__REQUIRED ACTION__: Where the records hold the string "node", show the whole line it sits on.

——

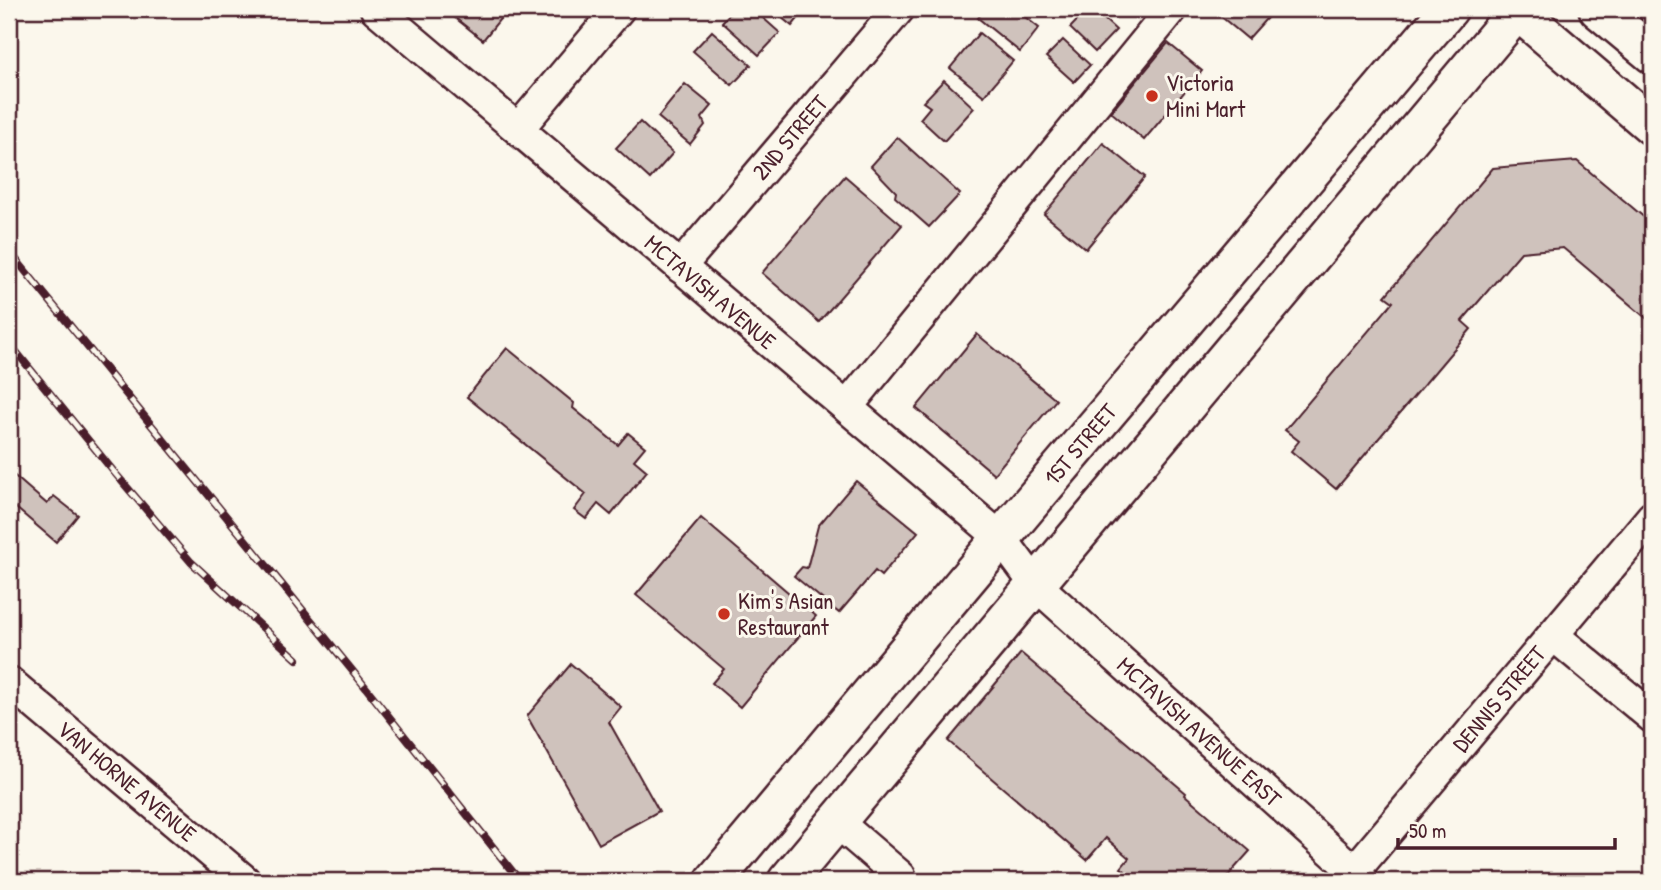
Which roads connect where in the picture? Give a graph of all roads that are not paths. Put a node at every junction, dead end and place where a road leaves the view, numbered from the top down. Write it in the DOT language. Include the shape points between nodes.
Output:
graph roads {
  1 [pos="376,9"];
  2 [pos="619,9"];
  3 [pos="899,9"];
  4 [pos="1172,9"];
  5 [pos="1449,9"];
  6 [pos="1517,9"];
  7 [pos="1598,9"];
  8 [pos="1652,54"];
  9 [pos="1652,125"];
  10 [pos="517,129"];
  11 [pos="680,267"];
  12 [pos="847,407"];
  13 [pos="1652,517"];
  14 [pos="1001,538"];
  15 [pos="1035,584"];
  16 [pos="1553,635"];
  17 [pos="9,682"];
  18 [pos="1652,717"];
  19 [pos="837,822"];
  20 [pos="900,876"];
  21 [pos="1354,878"];
  22 [pos="245,881"];
  23 [pos="714,881"];
  24 [pos="787,881"];
  1 -- 10 [label="street, MCTAVISH AVENUE"];
  2 -- 10 [label="street"];
  3 -- 11 [label="street, 2ND STREET"];
  4 -- 12 [label="street"];
  5 -- 14 [label="main road, 1ST STREET"];
  6 -- 9 [label="main road"];
  6 -- 15 [label="main road"];
  7 -- 8 [label="main road"];
  10 -- 11 [label="street, MCTAVISH AVENUE"];
  11 -- 12 [label="street, MCTAVISH AVENUE"];
  12 -- 14 [label="street, MCTAVISH AVENUE"];
  13 -- 16 [label="street, DENNIS STREET"];
  14 -- 15 [label="street, MCTAVISH AVENUE"];
  14 -- 23 [label="main road, 1ST STREET"];
  15 -- 19 [label="main road"];
  15 -- 21 [label="street, MCTAVISH AVENUE EAST"];
  16 -- 18 [label="street"];
  16 -- 21 [label="street, DENNIS STREET"];
  17 -- 22 [label="street, VAN HORNE AVENUE"];
  19 -- 20 [label="street"];
  19 -- 24 [label="main road"];
}
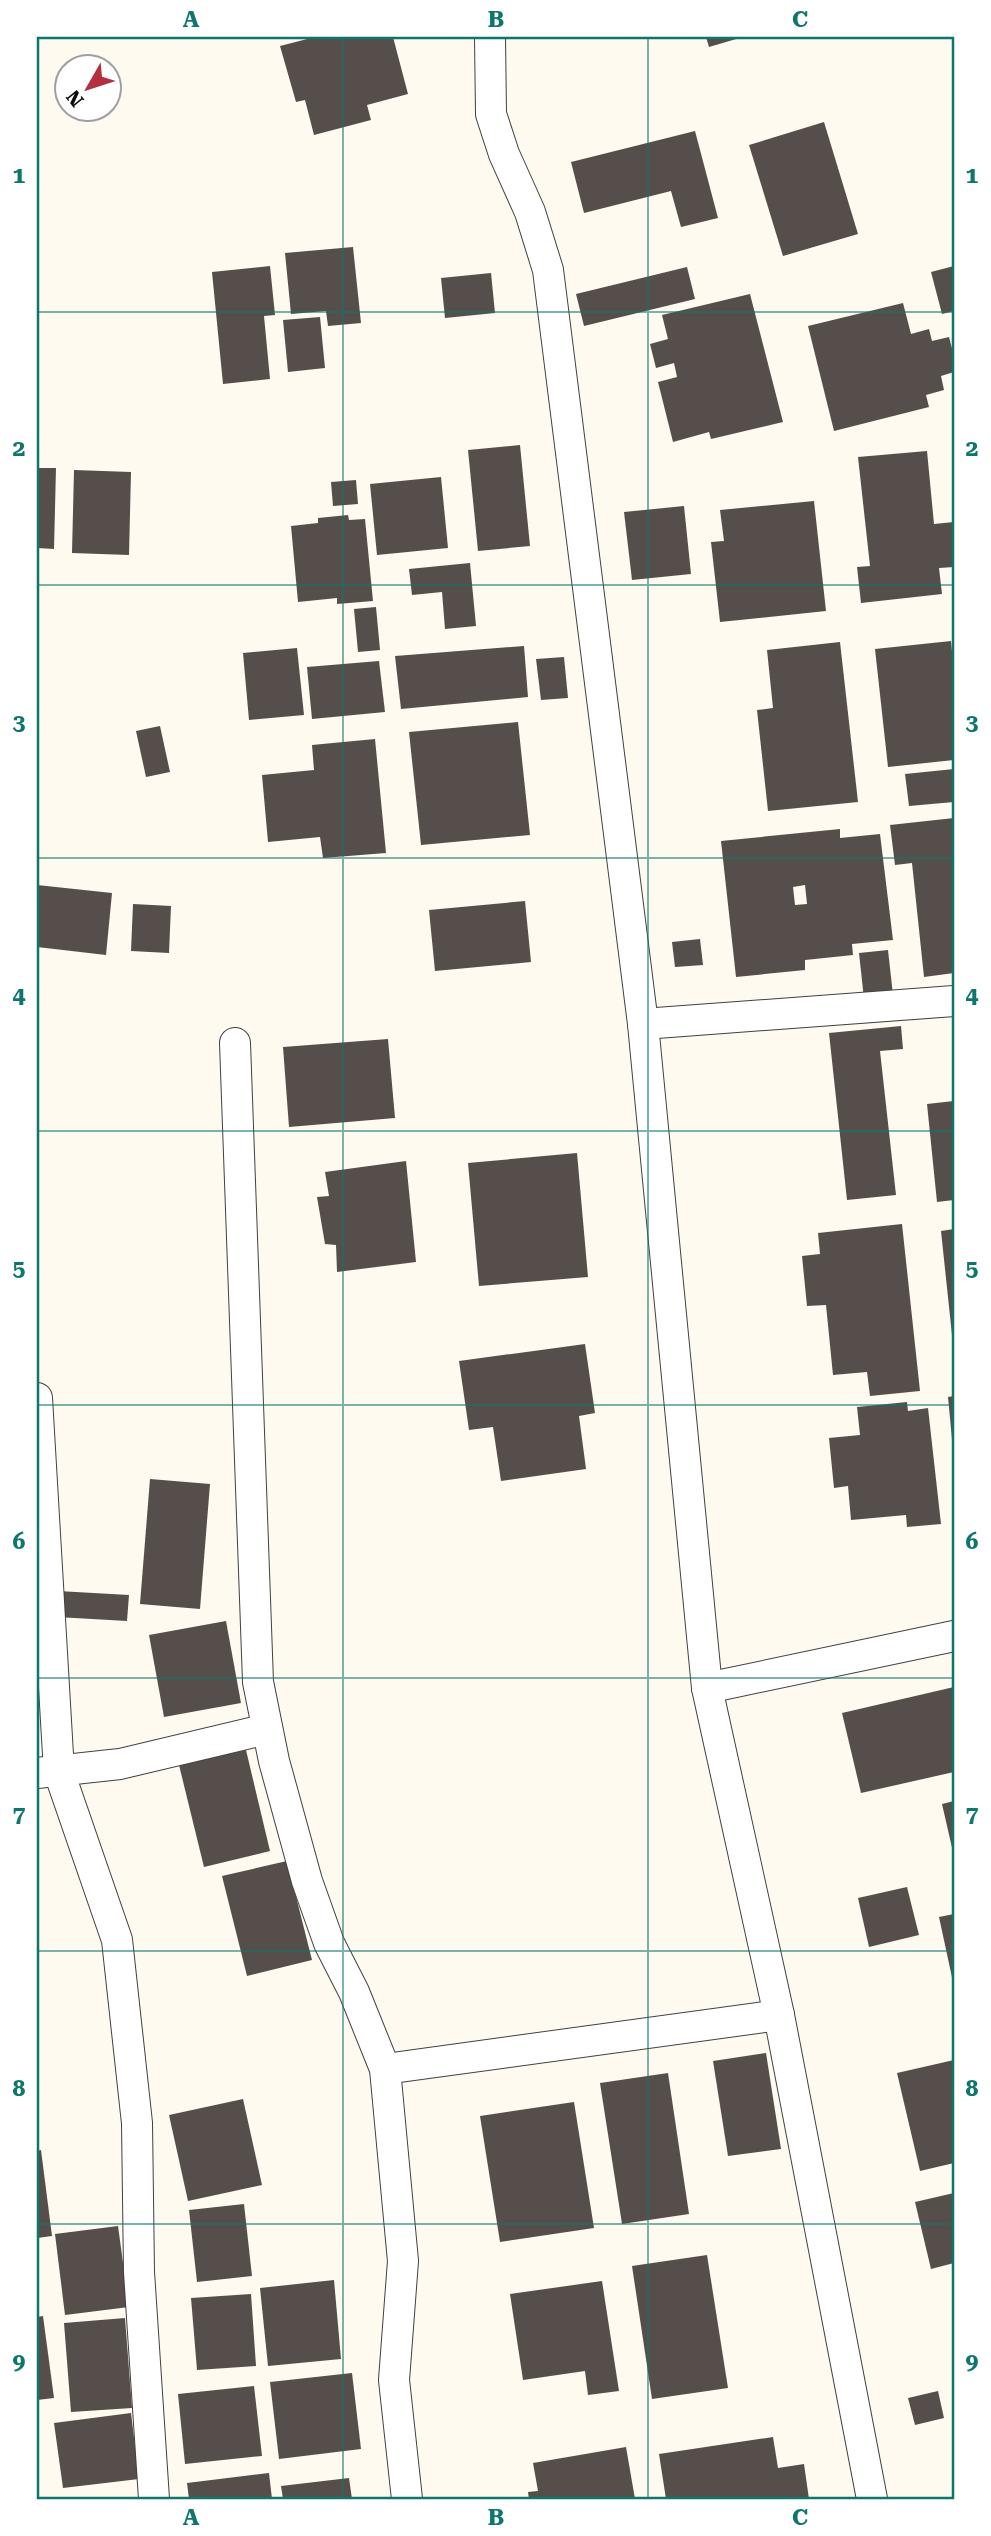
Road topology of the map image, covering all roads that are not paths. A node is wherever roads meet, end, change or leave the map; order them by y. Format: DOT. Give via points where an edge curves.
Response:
graph roads {
  1 [pos="490,37"];
  2 [pos="954,1001"];
  3 [pos="643,1024"];
  4 [pos="235,1043"];
  5 [pos="37,1398"];
  6 [pos="954,1636"];
  7 [pos="707,1688"];
  8 [pos="267,1729"];
  9 [pos="48,1773"];
  10 [pos="779,2015"];
  11 [pos="385,2069"];
  12 [pos="154,2499"];
  13 [pos="407,2499"];
  14 [pos="872,2499"];
  1 -- 3 [label="street" via="491,114 548,270"];
  2 -- 3 [label="street"];
  3 -- 7 [label="street"];
  4 -- 8 [label="street" via="257,1682"];
  5 -- 9 [label="street"];
  6 -- 7 [label="street"];
  7 -- 10 [label="street"];
  8 -- 9 [label="street" via="120,1764"];
  8 -- 11 [label="street" via="306,1881"];
  9 -- 12 [label="street" via="117,1940 136,2123 139,2272"];
  10 -- 11 [label="street"];
  10 -- 14 [label="street"];
  11 -- 13 [label="street" via="403,2260 394,2380"];
}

——

__RESULT BELOW__:
Which roads connect where in the picture? Give a graph of all roads that are not paths. Put a node at every junction, dead end and place where a road leaves the view, numbered from the top down. Write it in the DOT language. Include the shape points between nodes.
Road topology of the map image, covering all roads that are not paths. A node is wherever roads meet, end, change or leave the map; order them by y. Format: DOT. Give via points where an edge curves.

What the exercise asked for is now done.